Saved data entries

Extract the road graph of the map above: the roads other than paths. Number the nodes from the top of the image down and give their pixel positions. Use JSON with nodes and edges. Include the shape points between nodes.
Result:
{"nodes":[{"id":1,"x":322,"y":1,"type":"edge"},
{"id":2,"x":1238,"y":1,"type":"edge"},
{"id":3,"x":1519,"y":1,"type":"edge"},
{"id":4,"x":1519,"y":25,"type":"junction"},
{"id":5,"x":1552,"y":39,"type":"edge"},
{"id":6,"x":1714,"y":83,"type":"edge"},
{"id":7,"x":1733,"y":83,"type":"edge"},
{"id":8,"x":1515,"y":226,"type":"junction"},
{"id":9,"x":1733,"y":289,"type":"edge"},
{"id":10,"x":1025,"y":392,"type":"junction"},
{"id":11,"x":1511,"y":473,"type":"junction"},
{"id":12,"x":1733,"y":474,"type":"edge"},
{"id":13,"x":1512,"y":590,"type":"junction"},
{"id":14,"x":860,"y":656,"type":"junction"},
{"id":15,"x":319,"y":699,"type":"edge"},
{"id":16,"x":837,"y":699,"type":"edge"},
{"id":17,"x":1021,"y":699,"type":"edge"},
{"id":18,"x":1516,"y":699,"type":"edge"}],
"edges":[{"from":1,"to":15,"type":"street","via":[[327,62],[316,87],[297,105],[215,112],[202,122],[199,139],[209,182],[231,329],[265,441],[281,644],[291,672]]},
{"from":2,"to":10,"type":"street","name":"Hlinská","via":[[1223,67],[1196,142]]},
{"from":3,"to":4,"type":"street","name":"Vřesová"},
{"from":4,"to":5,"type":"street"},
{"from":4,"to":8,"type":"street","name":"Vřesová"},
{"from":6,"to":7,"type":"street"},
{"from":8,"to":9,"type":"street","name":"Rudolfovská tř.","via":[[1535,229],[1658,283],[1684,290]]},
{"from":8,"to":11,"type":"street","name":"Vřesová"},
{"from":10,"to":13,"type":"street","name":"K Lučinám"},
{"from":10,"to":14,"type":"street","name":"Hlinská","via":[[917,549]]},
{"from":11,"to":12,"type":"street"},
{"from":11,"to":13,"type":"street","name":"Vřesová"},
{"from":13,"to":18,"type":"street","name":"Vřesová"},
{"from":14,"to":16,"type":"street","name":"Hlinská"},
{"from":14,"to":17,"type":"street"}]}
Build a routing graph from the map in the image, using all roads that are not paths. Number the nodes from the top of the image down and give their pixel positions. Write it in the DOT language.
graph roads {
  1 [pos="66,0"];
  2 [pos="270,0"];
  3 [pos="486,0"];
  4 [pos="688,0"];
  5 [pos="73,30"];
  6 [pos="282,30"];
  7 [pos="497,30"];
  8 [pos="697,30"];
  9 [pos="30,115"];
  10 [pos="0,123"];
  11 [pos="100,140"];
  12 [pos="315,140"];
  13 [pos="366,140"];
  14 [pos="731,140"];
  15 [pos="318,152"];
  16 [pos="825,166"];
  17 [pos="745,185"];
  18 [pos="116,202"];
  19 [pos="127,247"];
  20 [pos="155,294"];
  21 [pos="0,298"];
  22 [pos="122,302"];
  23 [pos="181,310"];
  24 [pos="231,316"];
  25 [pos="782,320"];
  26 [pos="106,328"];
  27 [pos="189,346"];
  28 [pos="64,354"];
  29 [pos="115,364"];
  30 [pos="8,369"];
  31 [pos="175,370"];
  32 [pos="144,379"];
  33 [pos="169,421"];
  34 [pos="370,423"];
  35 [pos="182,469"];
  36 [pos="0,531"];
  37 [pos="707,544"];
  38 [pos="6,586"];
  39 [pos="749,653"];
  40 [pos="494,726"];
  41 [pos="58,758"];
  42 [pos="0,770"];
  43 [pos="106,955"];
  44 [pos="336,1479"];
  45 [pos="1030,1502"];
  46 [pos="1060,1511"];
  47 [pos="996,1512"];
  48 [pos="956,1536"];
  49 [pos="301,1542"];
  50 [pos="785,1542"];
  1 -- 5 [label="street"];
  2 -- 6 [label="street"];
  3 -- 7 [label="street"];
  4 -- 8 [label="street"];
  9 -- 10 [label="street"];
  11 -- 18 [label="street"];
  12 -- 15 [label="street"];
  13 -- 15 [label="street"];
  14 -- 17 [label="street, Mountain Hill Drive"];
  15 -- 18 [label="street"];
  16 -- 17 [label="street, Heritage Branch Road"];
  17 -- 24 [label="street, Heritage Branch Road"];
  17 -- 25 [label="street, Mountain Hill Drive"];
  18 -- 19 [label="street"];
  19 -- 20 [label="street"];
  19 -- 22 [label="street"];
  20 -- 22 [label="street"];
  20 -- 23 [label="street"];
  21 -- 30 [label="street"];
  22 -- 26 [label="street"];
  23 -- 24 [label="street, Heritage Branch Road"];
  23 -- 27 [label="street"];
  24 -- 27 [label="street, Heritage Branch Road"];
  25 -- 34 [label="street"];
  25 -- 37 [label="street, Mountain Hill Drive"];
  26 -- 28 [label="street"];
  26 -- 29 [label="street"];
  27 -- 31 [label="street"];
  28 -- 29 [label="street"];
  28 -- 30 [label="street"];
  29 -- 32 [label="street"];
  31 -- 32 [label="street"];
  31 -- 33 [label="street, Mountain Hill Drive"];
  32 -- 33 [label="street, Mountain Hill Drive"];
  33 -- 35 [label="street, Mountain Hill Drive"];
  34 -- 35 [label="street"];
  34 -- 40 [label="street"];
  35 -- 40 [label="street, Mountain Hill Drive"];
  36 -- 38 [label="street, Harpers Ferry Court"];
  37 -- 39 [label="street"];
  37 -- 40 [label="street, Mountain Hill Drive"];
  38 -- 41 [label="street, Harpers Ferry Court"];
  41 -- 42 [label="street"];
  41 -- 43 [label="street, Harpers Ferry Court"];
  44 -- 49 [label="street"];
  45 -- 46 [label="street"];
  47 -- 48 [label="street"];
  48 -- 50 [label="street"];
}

*WHAT TO PRODUCE*
An exact transcription of every record above is required.

*WORKED SOLUTION*
Extract the road graph of the map above: the roads other than paths. Number the nodes from the top of the image down and give their pixel positions. Use JSON with nodes and edges. Include the shape points between nodes.
Result:
{"nodes":[{"id":1,"x":322,"y":1,"type":"edge"},
{"id":2,"x":1238,"y":1,"type":"edge"},
{"id":3,"x":1519,"y":1,"type":"edge"},
{"id":4,"x":1519,"y":25,"type":"junction"},
{"id":5,"x":1552,"y":39,"type":"edge"},
{"id":6,"x":1714,"y":83,"type":"edge"},
{"id":7,"x":1733,"y":83,"type":"edge"},
{"id":8,"x":1515,"y":226,"type":"junction"},
{"id":9,"x":1733,"y":289,"type":"edge"},
{"id":10,"x":1025,"y":392,"type":"junction"},
{"id":11,"x":1511,"y":473,"type":"junction"},
{"id":12,"x":1733,"y":474,"type":"edge"},
{"id":13,"x":1512,"y":590,"type":"junction"},
{"id":14,"x":860,"y":656,"type":"junction"},
{"id":15,"x":319,"y":699,"type":"edge"},
{"id":16,"x":837,"y":699,"type":"edge"},
{"id":17,"x":1021,"y":699,"type":"edge"},
{"id":18,"x":1516,"y":699,"type":"edge"}],
"edges":[{"from":1,"to":15,"type":"street","via":[[327,62],[316,87],[297,105],[215,112],[202,122],[199,139],[209,182],[231,329],[265,441],[281,644],[291,672]]},
{"from":2,"to":10,"type":"street","name":"Hlinská","via":[[1223,67],[1196,142]]},
{"from":3,"to":4,"type":"street","name":"Vřesová"},
{"from":4,"to":5,"type":"street"},
{"from":4,"to":8,"type":"street","name":"Vřesová"},
{"from":6,"to":7,"type":"street"},
{"from":8,"to":9,"type":"street","name":"Rudolfovská tř.","via":[[1535,229],[1658,283],[1684,290]]},
{"from":8,"to":11,"type":"street","name":"Vřesová"},
{"from":10,"to":13,"type":"street","name":"K Lučinám"},
{"from":10,"to":14,"type":"street","name":"Hlinská","via":[[917,549]]},
{"from":11,"to":12,"type":"street"},
{"from":11,"to":13,"type":"street","name":"Vřesová"},
{"from":13,"to":18,"type":"street","name":"Vřesová"},
{"from":14,"to":16,"type":"street","name":"Hlinská"},
{"from":14,"to":17,"type":"street"}]}
Build a routing graph from the map in the image, using all roads that are not paths. Number the nodes from the top of the image down and give their pixel positions. Write it in the DOT language.
graph roads {
  1 [pos="66,0"];
  2 [pos="270,0"];
  3 [pos="486,0"];
  4 [pos="688,0"];
  5 [pos="73,30"];
  6 [pos="282,30"];
  7 [pos="497,30"];
  8 [pos="697,30"];
  9 [pos="30,115"];
  10 [pos="0,123"];
  11 [pos="100,140"];
  12 [pos="315,140"];
  13 [pos="366,140"];
  14 [pos="731,140"];
  15 [pos="318,152"];
  16 [pos="825,166"];
  17 [pos="745,185"];
  18 [pos="116,202"];
  19 [pos="127,247"];
  20 [pos="155,294"];
  21 [pos="0,298"];
  22 [pos="122,302"];
  23 [pos="181,310"];
  24 [pos="231,316"];
  25 [pos="782,320"];
  26 [pos="106,328"];
  27 [pos="189,346"];
  28 [pos="64,354"];
  29 [pos="115,364"];
  30 [pos="8,369"];
  31 [pos="175,370"];
  32 [pos="144,379"];
  33 [pos="169,421"];
  34 [pos="370,423"];
  35 [pos="182,469"];
  36 [pos="0,531"];
  37 [pos="707,544"];
  38 [pos="6,586"];
  39 [pos="749,653"];
  40 [pos="494,726"];
  41 [pos="58,758"];
  42 [pos="0,770"];
  43 [pos="106,955"];
  44 [pos="336,1479"];
  45 [pos="1030,1502"];
  46 [pos="1060,1511"];
  47 [pos="996,1512"];
  48 [pos="956,1536"];
  49 [pos="301,1542"];
  50 [pos="785,1542"];
  1 -- 5 [label="street"];
  2 -- 6 [label="street"];
  3 -- 7 [label="street"];
  4 -- 8 [label="street"];
  9 -- 10 [label="street"];
  11 -- 18 [label="street"];
  12 -- 15 [label="street"];
  13 -- 15 [label="street"];
  14 -- 17 [label="street, Mountain Hill Drive"];
  15 -- 18 [label="street"];
  16 -- 17 [label="street, Heritage Branch Road"];
  17 -- 24 [label="street, Heritage Branch Road"];
  17 -- 25 [label="street, Mountain Hill Drive"];
  18 -- 19 [label="street"];
  19 -- 20 [label="street"];
  19 -- 22 [label="street"];
  20 -- 22 [label="street"];
  20 -- 23 [label="street"];
  21 -- 30 [label="street"];
  22 -- 26 [label="street"];
  23 -- 24 [label="street, Heritage Branch Road"];
  23 -- 27 [label="street"];
  24 -- 27 [label="street, Heritage Branch Road"];
  25 -- 34 [label="street"];
  25 -- 37 [label="street, Mountain Hill Drive"];
  26 -- 28 [label="street"];
  26 -- 29 [label="street"];
  27 -- 31 [label="street"];
  28 -- 29 [label="street"];
  28 -- 30 [label="street"];
  29 -- 32 [label="street"];
  31 -- 32 [label="street"];
  31 -- 33 [label="street, Mountain Hill Drive"];
  32 -- 33 [label="street, Mountain Hill Drive"];
  33 -- 35 [label="street, Mountain Hill Drive"];
  34 -- 35 [label="street"];
  34 -- 40 [label="street"];
  35 -- 40 [label="street, Mountain Hill Drive"];
  36 -- 38 [label="street, Harpers Ferry Court"];
  37 -- 39 [label="street"];
  37 -- 40 [label="street, Mountain Hill Drive"];
  38 -- 41 [label="street, Harpers Ferry Court"];
  41 -- 42 [label="street"];
  41 -- 43 [label="street, Harpers Ferry Court"];
  44 -- 49 [label="street"];
  45 -- 46 [label="street"];
  47 -- 48 [label="street"];
  48 -- 50 [label="street"];
}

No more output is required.